● TASK INPUT
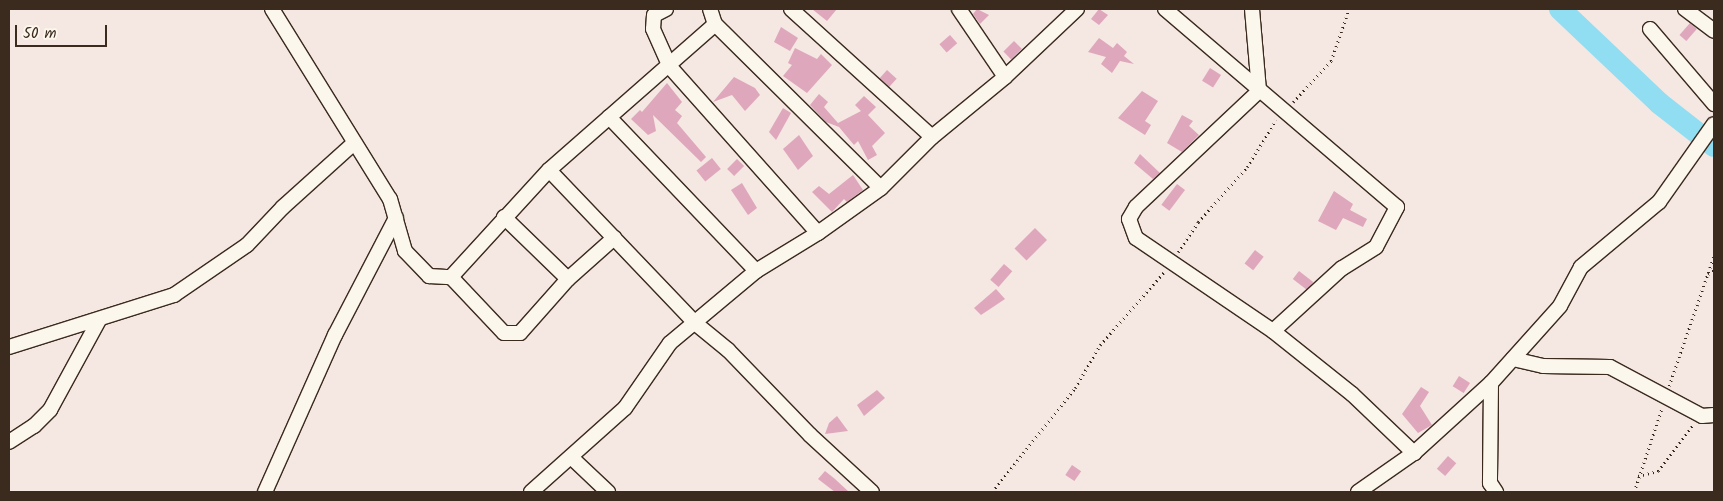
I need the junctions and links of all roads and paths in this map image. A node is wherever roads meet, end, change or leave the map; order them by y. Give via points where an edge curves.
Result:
1 (272, 9) edge
2 (666, 9) edge
3 (710, 9) edge
4 (791, 9) edge
5 (959, 9) edge
6 (1077, 9) edge
7 (1165, 9) edge
8 (1252, 9) edge
9 (1685, 9) edge
10 (715, 24) junction
11 (1650, 29) dead end
12 (1714, 31) edge
13 (670, 67) junction
14 (1005, 77) junction
15 (1259, 91) junction
16 (1714, 104) edge
17 (609, 116) junction
18 (1714, 124) edge
19 (932, 137) junction
20 (353, 144) junction
21 (549, 170) junction
22 (881, 188) junction
23 (396, 218) junction
24 (504, 218) junction
25 (818, 233) junction
26 (614, 238) junction
27 (1714, 255) edge
28 (1714, 270) edge
29 (756, 271) junction
30 (1707, 275) junction
31 (451, 277) junction
32 (568, 279) junction
33 (98, 320) junction
34 (694, 322) junction
35 (1273, 331) junction
36 (9, 347) edge
37 (1513, 359) junction
38 (1491, 382) junction
39 (1666, 395) junction
40 (1708, 416) edge
41 (9, 442) edge
42 (1414, 453) junction
43 (572, 458) junction
44 (1638, 476) junction
45 (265, 492) edge
46 (531, 492) edge
47 (608, 492) edge
48 (872, 492) edge
49 (1358, 492) edge
50 (1496, 492) edge
51 (1634, 492) edge

1 - 20 street
2 - 13 street via 654,15 653,29
3 - 10 street
4 - 19 street
5 - 14 street
6 - 14 street
7 - 15 street
8 - 15 street
9 - 12 street
10 - 13 street
10 - 22 street
11 - 16 street
13 - 17 street
13 - 25 street
14 - 19 street
15 - 35 street via 1397,207 1376,247 1342,268
15 - 35 street via 1136,207 1129,219 1136,238
17 - 21 street
17 - 29 street
18 - 37 street via 1659,202 1581,267 1560,306
19 - 22 street
20 - 23 street via 390,199
20 - 33 street via 282,207 247,245 174,295
21 - 24 street
21 - 26 street
22 - 25 street
23 - 31 street via 405,251 430,276
23 - 45 street via 335,335
24 - 31 street
24 - 32 street
25 - 29 street
26 - 32 street
26 - 34 street
27 - 30 path
28 - 30 path
29 - 34 street
30 - 39 path
31 - 32 street via 504,334 513,335 520,332
33 - 36 street
33 - 41 street via 50,410 34,426
34 - 43 street via 670,344 625,408
34 - 48 street via 728,350 810,435
35 - 42 street via 1352,394
37 - 38 street
37 - 39 street via 1543,366 1589,364 1610,367
38 - 42 street
38 - 50 street via 1490,483
39 - 40 street
39 - 44 path
40 - 44 path via 1689,429 1658,471
42 - 49 street
43 - 46 street
43 - 47 street
44 - 51 path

● PROBLEM TO SOLVE
Copy all the entries word for word. Omit any pictures.

● RESPONSE TO THIS TASK
I need the junctions and links of all roads and paths in this map image. A node is wherever roads meet, end, change or leave the map; order them by y. Give via points where an edge curves.
Result:
1 (272, 9) edge
2 (666, 9) edge
3 (710, 9) edge
4 (791, 9) edge
5 (959, 9) edge
6 (1077, 9) edge
7 (1165, 9) edge
8 (1252, 9) edge
9 (1685, 9) edge
10 (715, 24) junction
11 (1650, 29) dead end
12 (1714, 31) edge
13 (670, 67) junction
14 (1005, 77) junction
15 (1259, 91) junction
16 (1714, 104) edge
17 (609, 116) junction
18 (1714, 124) edge
19 (932, 137) junction
20 (353, 144) junction
21 (549, 170) junction
22 (881, 188) junction
23 (396, 218) junction
24 (504, 218) junction
25 (818, 233) junction
26 (614, 238) junction
27 (1714, 255) edge
28 (1714, 270) edge
29 (756, 271) junction
30 (1707, 275) junction
31 (451, 277) junction
32 (568, 279) junction
33 (98, 320) junction
34 (694, 322) junction
35 (1273, 331) junction
36 (9, 347) edge
37 (1513, 359) junction
38 (1491, 382) junction
39 (1666, 395) junction
40 (1708, 416) edge
41 (9, 442) edge
42 (1414, 453) junction
43 (572, 458) junction
44 (1638, 476) junction
45 (265, 492) edge
46 (531, 492) edge
47 (608, 492) edge
48 (872, 492) edge
49 (1358, 492) edge
50 (1496, 492) edge
51 (1634, 492) edge

1 - 20 street
2 - 13 street via 654,15 653,29
3 - 10 street
4 - 19 street
5 - 14 street
6 - 14 street
7 - 15 street
8 - 15 street
9 - 12 street
10 - 13 street
10 - 22 street
11 - 16 street
13 - 17 street
13 - 25 street
14 - 19 street
15 - 35 street via 1397,207 1376,247 1342,268
15 - 35 street via 1136,207 1129,219 1136,238
17 - 21 street
17 - 29 street
18 - 37 street via 1659,202 1581,267 1560,306
19 - 22 street
20 - 23 street via 390,199
20 - 33 street via 282,207 247,245 174,295
21 - 24 street
21 - 26 street
22 - 25 street
23 - 31 street via 405,251 430,276
23 - 45 street via 335,335
24 - 31 street
24 - 32 street
25 - 29 street
26 - 32 street
26 - 34 street
27 - 30 path
28 - 30 path
29 - 34 street
30 - 39 path
31 - 32 street via 504,334 513,335 520,332
33 - 36 street
33 - 41 street via 50,410 34,426
34 - 43 street via 670,344 625,408
34 - 48 street via 728,350 810,435
35 - 42 street via 1352,394
37 - 38 street
37 - 39 street via 1543,366 1589,364 1610,367
38 - 42 street
38 - 50 street via 1490,483
39 - 40 street
39 - 44 path
40 - 44 path via 1689,429 1658,471
42 - 49 street
43 - 46 street
43 - 47 street
44 - 51 path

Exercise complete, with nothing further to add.